顧客に寄り添い、何か困ったときに思い出してもらえる存在でありたいと思っています。 また、コンサルタントとして組織内にいると気がつかない第三者の視点を大切にしています。「社内の人間が言うと説得力がないので、永池さんから伝えてもらえますか?」と言われたときは頼りにされていることが嬉しいですし、それ自体がコンサルタントとして提供できる価値だと考えています。

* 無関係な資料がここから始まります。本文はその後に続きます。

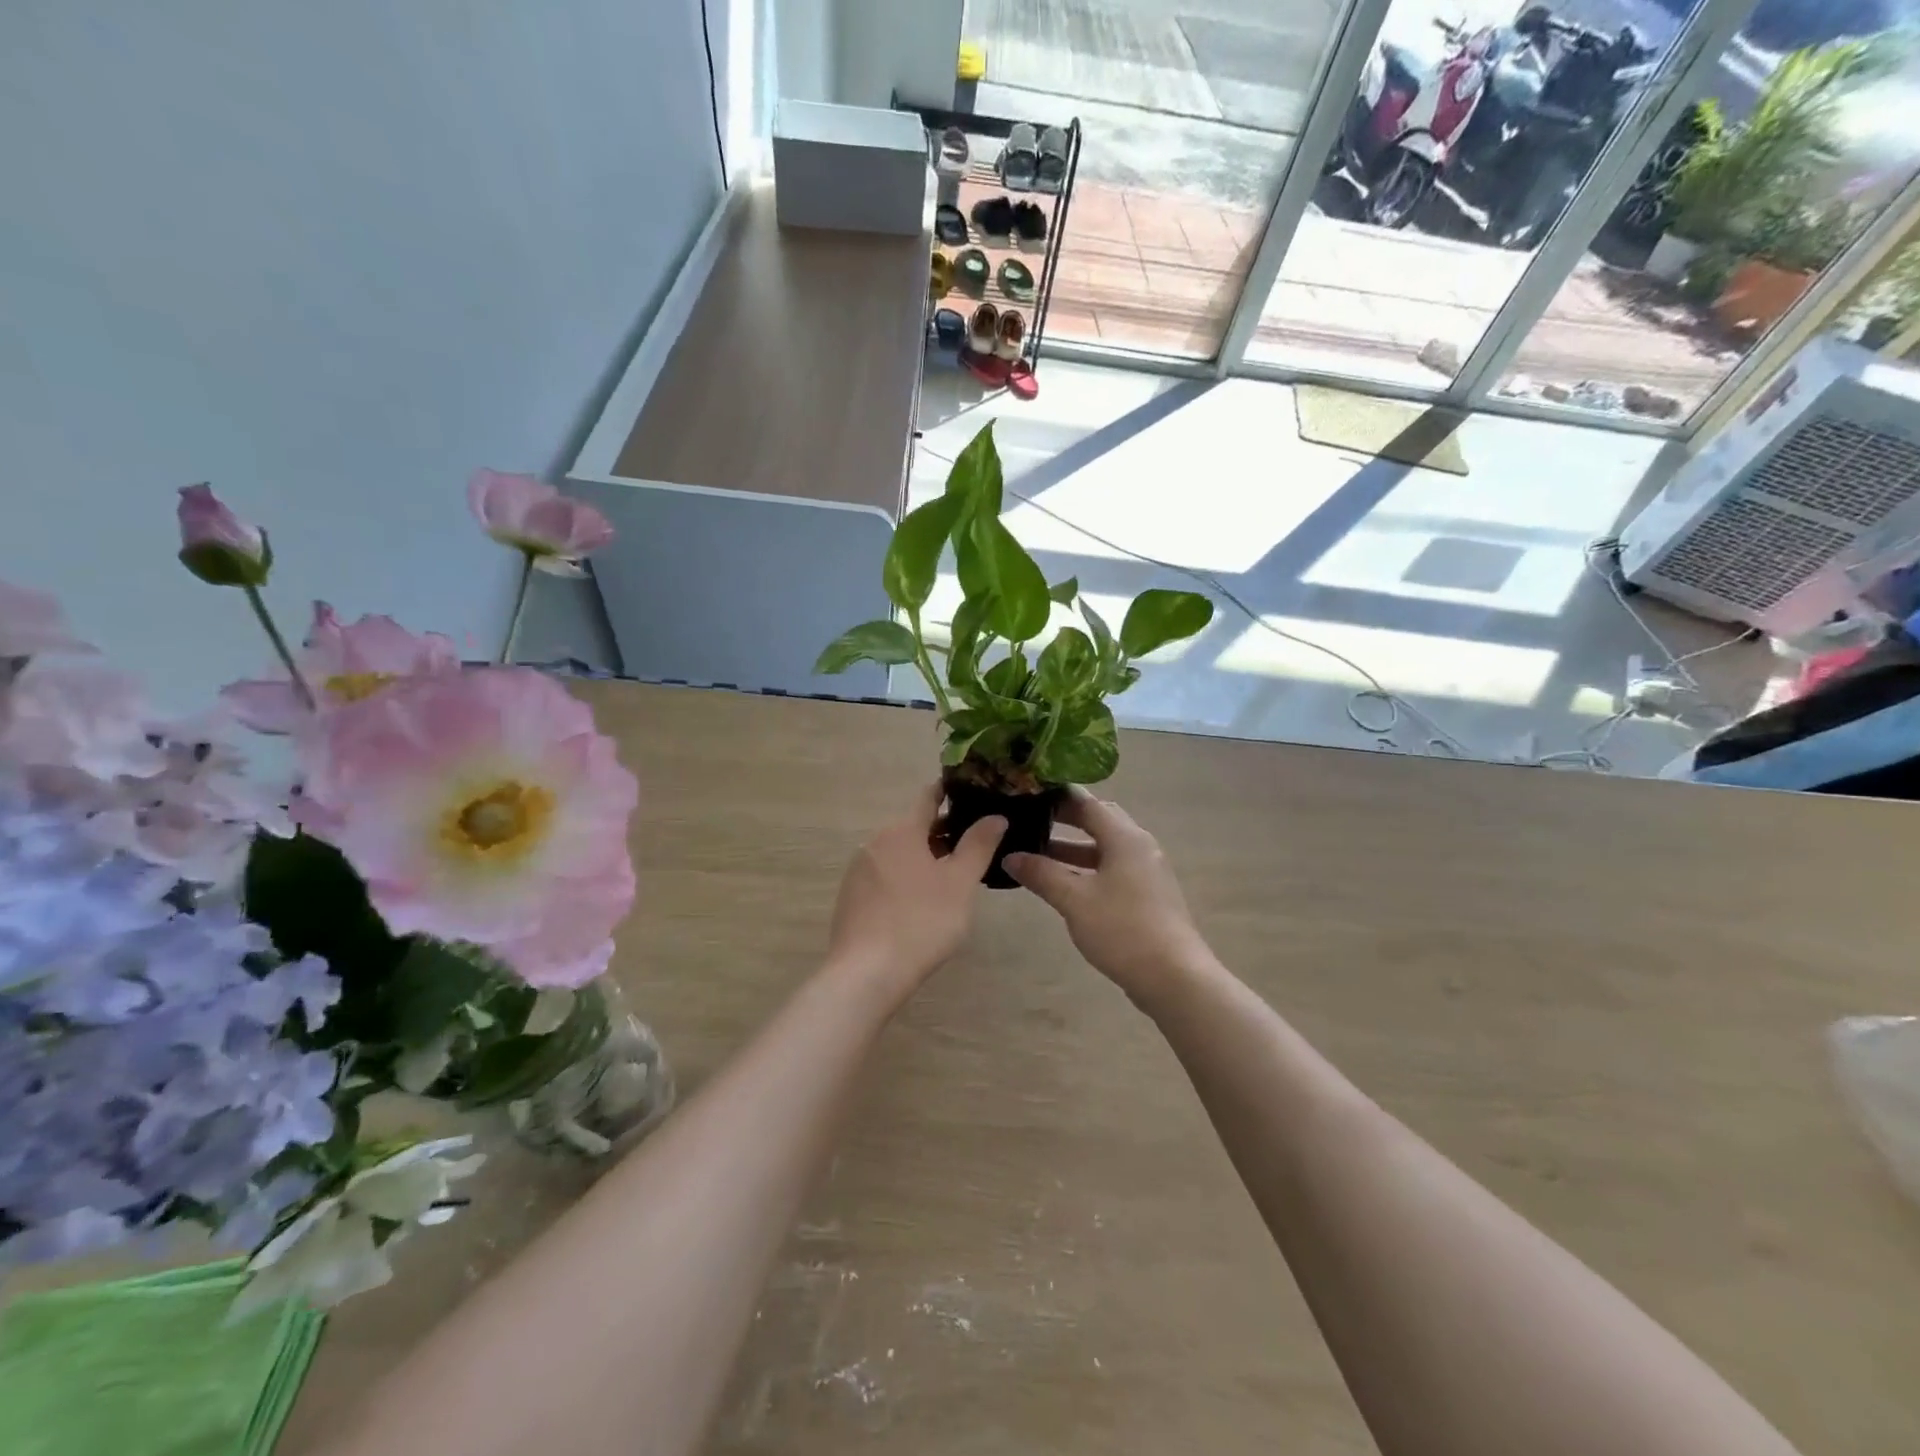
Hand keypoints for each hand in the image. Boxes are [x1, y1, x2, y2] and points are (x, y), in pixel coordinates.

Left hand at [825, 783, 1005, 1001]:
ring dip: (924, 857)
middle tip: (975, 844)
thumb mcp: (960, 883)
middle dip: (943, 832)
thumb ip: (978, 845)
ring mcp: (858, 870)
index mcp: (901, 830)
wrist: (866, 973)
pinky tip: (921, 903)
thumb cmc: (921, 922)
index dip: (950, 792)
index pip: (928, 797)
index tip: (972, 791)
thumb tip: (995, 816)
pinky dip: (906, 877)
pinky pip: (885, 875)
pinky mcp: (851, 897)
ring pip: (899, 853)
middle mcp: (875, 842)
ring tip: (953, 877)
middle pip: (914, 827)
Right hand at [1004, 788, 1215, 1007]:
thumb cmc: (1122, 930)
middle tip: (1029, 819)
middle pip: (1098, 821)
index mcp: (1124, 837)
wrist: (1174, 977)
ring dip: (1072, 848)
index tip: (1026, 792)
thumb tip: (1010, 856)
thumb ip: (1041, 874)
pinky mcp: (1147, 894)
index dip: (1056, 795)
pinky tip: (1063, 883)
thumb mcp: (1074, 900)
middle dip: (1064, 820)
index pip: (1086, 802)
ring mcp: (1146, 870)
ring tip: (1036, 853)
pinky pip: (1111, 868)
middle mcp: (1139, 845)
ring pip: (1104, 847)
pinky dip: (1086, 868)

近年、仕事と不妊治療の両立や仕事と介護の両立研修を担当することが多いのですが、他人事と思う方もいらっしゃいます。しかし、特に介護については、誰もが関わる可能性のあることです。早い時期から情報を知っていれば、突然起こった時に焦らずに済みます。ダイバーシティを推進するうえでは、当事者意識を持ってもらうことがとても大事です。研修を構築するうえでは、それぞれの方に届くような言葉選びや伝え方ができるよう心がけています。

あなたのオフタイムの楽しみは?

異文化に触れることで新しい発見ができるため、毎年夫と海外旅行に行くのが楽しみの一つで、仕事へのご褒美でもありました。今はコロナで行けないので、国内で大好きな温泉に行ってリラックスしています。また、週末にヨガに通うことで、心と身体の健康を維持しています。